136. PASSAGES. Miami Beach, Florida. It gets pretty simple sometimes, a beach and a good polarizing filter. Cameras and sand are not a match made in heaven, but sand, water and sun definitely are. I can see why people walk so slowly here.
135. PASSAGES. Miami. Sea, sky and city at dawn. Looking west across Biscayne Bay, a series of small islands in the foreground and the Miami skyline in the background. One of the real pleasures here are the sea breezes which carry that unmistakably fragrant Caribbean air. The southeastern coasts of the USA are an interesting hybrid of Western Europe, Spain, Africa and Mesoamerica.
134. PASSAGES. South Beach, Miami. The big Art Deco hotels of South Beach are worth seeing if you like bold stylistic statements, but the quiet stuff is just as interesting. “SoBe” feels like a mix of Beverly Hills and Venice Beach, with a whiff of Charleston and (oddly) Singapore thrown in. The idea is to photograph early or late, because the white buildings are impossible in the equatorial midday glare.
132. PASSAGES. Monaco. Mediterranean culture is the pinnacle of something, the Occident was pretty much invented there for one thing and you can see why–add the genius of the French to it and you really have something. I am stuck in 1920’s France thanks to the interwar work of Ernest Hemingway, but that doesn’t explain why every photo I took in Monaco came back feeling like Art Deco.
131. PASSAGES. South Padre Island, Texas. There is a big difference between traveling for vacation versus traveling for education, but against my better judgement I was convinced to do a “sun vacation” on this narrow strip of an island in the Gulf of Mexico. The rain and freezing temperatures forced me to buy a winter jacket on the first afternoon, and I lost the bag with my wallet while doing so. The rest of the week was a frustrating search that made enemies of the hotel staff and half the town. It turned up on the afternoon of the last day, brought to my hotel by the guy who found it, a tough-as-nails Mexican cowboy. I thanked him for his honesty and made some pretentious speech about integrity, but all he said was “I couldn’t keep it. It doesn’t go with any of my outfits.”
130. PASSAGES. Century City, Los Angeles. The contrast between New York and Los Angeles is legendary, and there are clearly deep cultural, historical, climatic and economic differences. That aside, the two places could not look less alike. I suspect that three-quarters of the car commercials made in the USA are shot in Century City. That gleaming glass and steel image belies LA’s grit, but there is no mistaking that the Pacific coast of America is more pacific.
129. PASSAGES. Lubbock, Texas. Manhattan is exotic, but living there eventually makes it feel normal and everything else exotic. The stillness of Lubbock might begin to explain why so many New Yorkers are fascinated with Texas. The French word quotidien comes to mind, as does the title of a Hemingway short story, “A Way You Will Never Be”.

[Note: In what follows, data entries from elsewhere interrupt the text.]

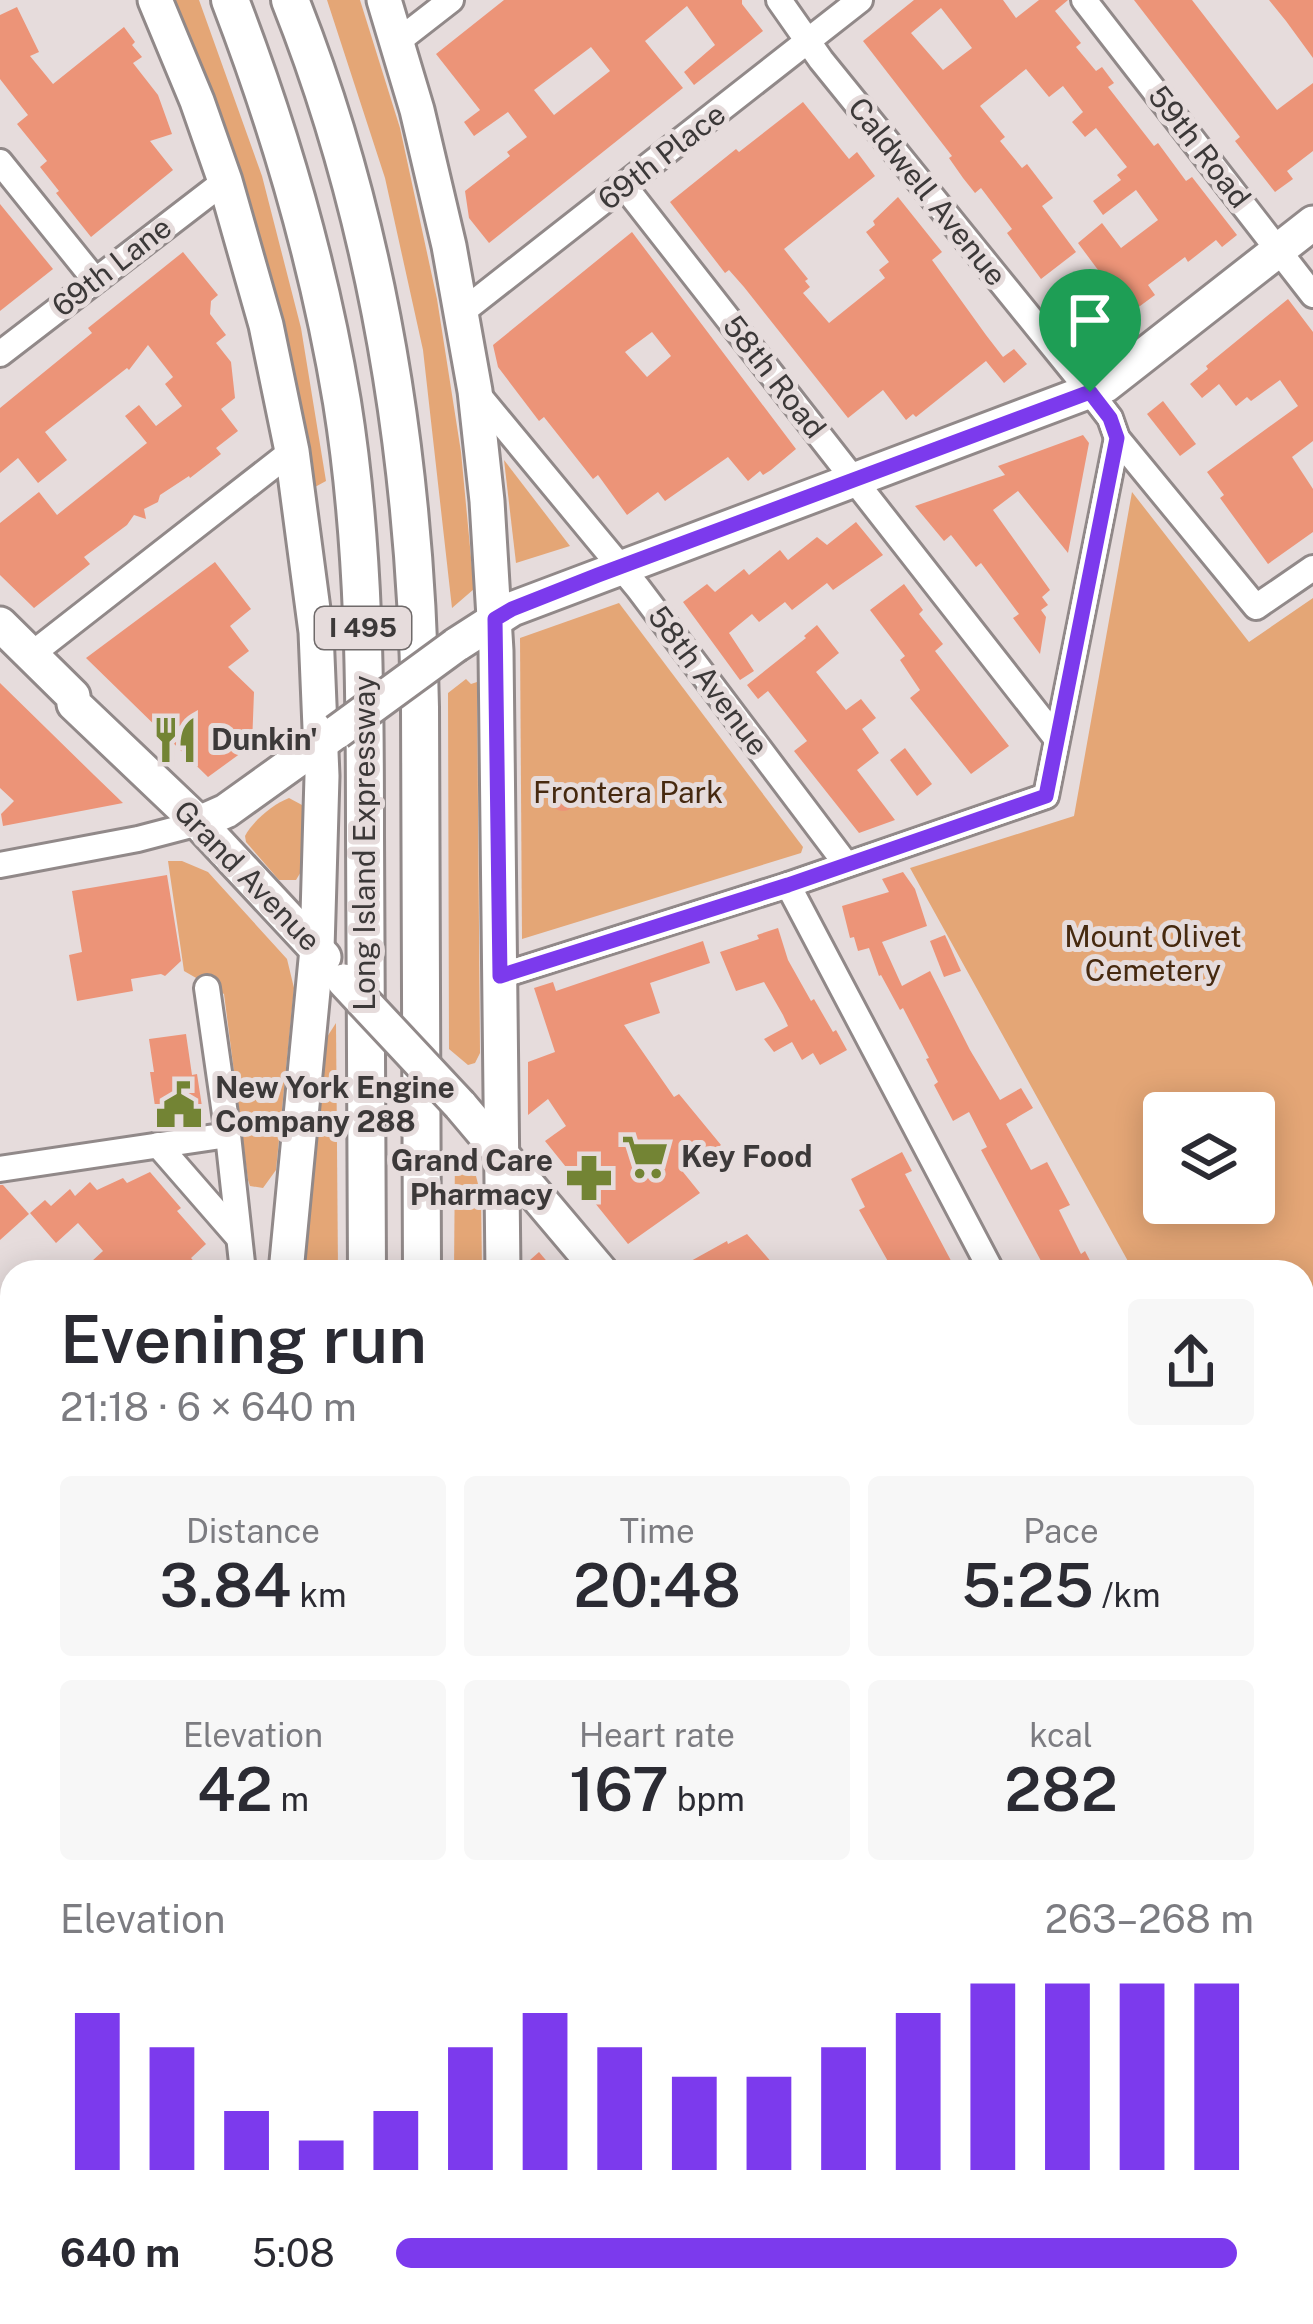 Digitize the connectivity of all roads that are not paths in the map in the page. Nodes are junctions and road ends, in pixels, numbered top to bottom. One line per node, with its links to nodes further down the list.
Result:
1 (154, 0): 12 (main road)
2 (230, 0): 47 (highway, Long Island Expressway / I 495)
3 (290, 0): 48 (highway, Long Island Expressway / I 495)
4 (384, 0): 10 (main road)
5 (451, 0): 10 (street)
6 (778, 0): 9 (street, Caldwell Avenue)
7 (860, 0): 9 (street, 69th Place)
8 (1084, 0): 15 (street, 59th Road)
9 (808, 40): 13 (street, 69th Place); 21 (street, Caldwell Avenue)
10 (397, 42): 18 (main road)
11 (0, 162): 16 (street)
12 (225, 181): 16 (street, 69th Lane); 23 (main road)
13 (625, 187): 18 (street, 69th Place); 24 (street, 58th Road)
14 (1313, 223): 15 (main road)
15 (1278, 250): 17 (street, 59th Road); 21 (main road)
16 (94, 280): 19 (street, 69th Lane)
17 (1313, 295)
18 (462, 312): 20 (main road)
19 (0, 354)
20 (475, 391): 25 (street, 58th Avenue); 27 (main road)
21 (1090, 392): 22 (street, Caldwell Avenue); 24 (main road)
22 (1117, 438): 26 (street, Caldwell Avenue); 31 (street)
23 (292, 452): 29 (street); 30 (main road)
24 (854, 480): 25 (main road); 31 (street, 58th Road)
25 (621, 567): 27 (main road); 33 (street, 58th Avenue)
26 (1313, 568)
27 (495, 619): 30 (main road, bridge); 37 (main road)
28 (0, 624): 29 (main road, Grand Avenue)
29 (16, 648): 32 (main road, Grand Avenue)
30 (329, 737): 32 (main road); 36 (main road)
31 (1056, 738): 33 (street)
32 (199, 823): 34 (street); 36 (main road, Grand Avenue)
33 (846, 864): 35 (street)
34 (0, 865)
35 (788, 885): 37 (street); 52 (street)
36 (317, 949): 41 (main road, Grand Avenue, bridge); 46 (main road)
37 (500, 976): 41 (main road)
38 (207, 988): 39 (street)
39 (229, 1135): 40 (street); 44 (street)
40 (158, 1145): 42 (street); 44 (street)
41 (502, 1154): 43 (main road, Grand Avenue); 49 (main road)
42 (0, 1168)
43 (550, 1213): 50 (main road); 51 (main road, Grand Avenue)
44 (240, 1239): 45 (street)
45 (242, 1260)
46 (287, 1260)
47 (367, 1260)
48 (422, 1260)
49 (503, 1260)
50 (505, 1260)
51 (591, 1260)
52 (986, 1260) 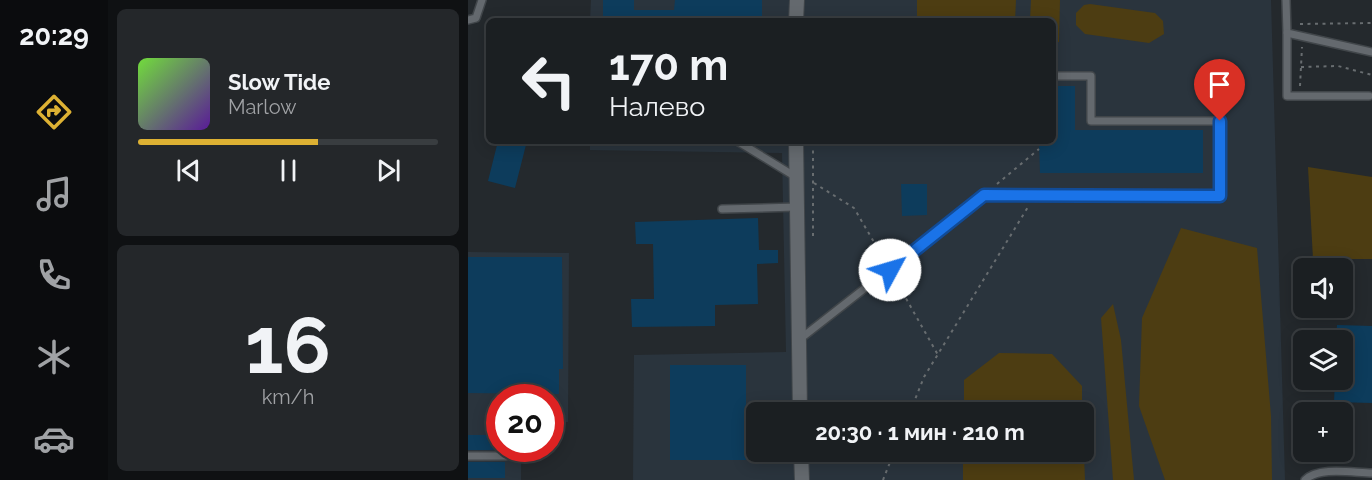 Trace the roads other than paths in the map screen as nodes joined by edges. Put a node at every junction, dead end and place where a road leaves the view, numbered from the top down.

125. PASSAGES. Isla Mujeres, Mexico. I spent a month on this tiny island on the Caribbean coast, taking long walks after the brain was frazzled from script writing. I met this chap on my first walk and he became a great friend. Everything has the drawbacks of its advantages, a lifetime of travel included. Perpetual forward movement is also perpetual friends abandoned.
123. PASSAGES. Singapore. A chance meeting with this city state left me enthralled, probably because it is so unique that it doesn’t fit into the ready-made patterns that one begins to see everywhere after years of travel. One of the most interesting things about Singapore is their “national core value” of meritocracy, a policy that aims to reward the “hardworking and deserving” with upward social mobility regardless of the stratum into which one is born. My gut feeling on the street there was that they were among the most cheerful people I have ever spent time with, and their hospitality toward strangers was remarkable. Interesting place.
115. PASSAGES. Singapore. Unlike many places in the world, Singapore is far more interesting than it looks. It is basically a hyper-modern city state that looks like downtown Anywhere, stamped onto a tropical rainforest. What sets it apart (aside from Singapore’s unique political philosophy) is the melange of Chinese, Indian and Malay cultures. You can imagine the result of those three culinary traditions colliding.
114. PASSAGES. Monaco. Being around the French puts one in the mood for formalism (that is a compliment).
86. PASSAGES. Beverly Hills, Los Angeles. They got some nice back alleys in Beverly Hills, not many alleys come with road signs.
65. PASSAGES. Los Angeles. A city that is far more interesting to look at than one would guess from its portrayal in popular media.
64. PASSAGES. Charleston, South Carolina. The historic district of Charleston is one of the interesting environments on our planet. An architectural, historical and climatic subculture that should not be missed.
32. PASSAGES. Inner Harbor, Baltimore. Pleasure craft in the foreground, cranes and the remnants of a thriving shipbuilding industry in the background. Pittsburgh and Baltimore are the cities in the Eastern USA that wear their industrial past and newfound optimism well. The intersection of old and new can create quality of life.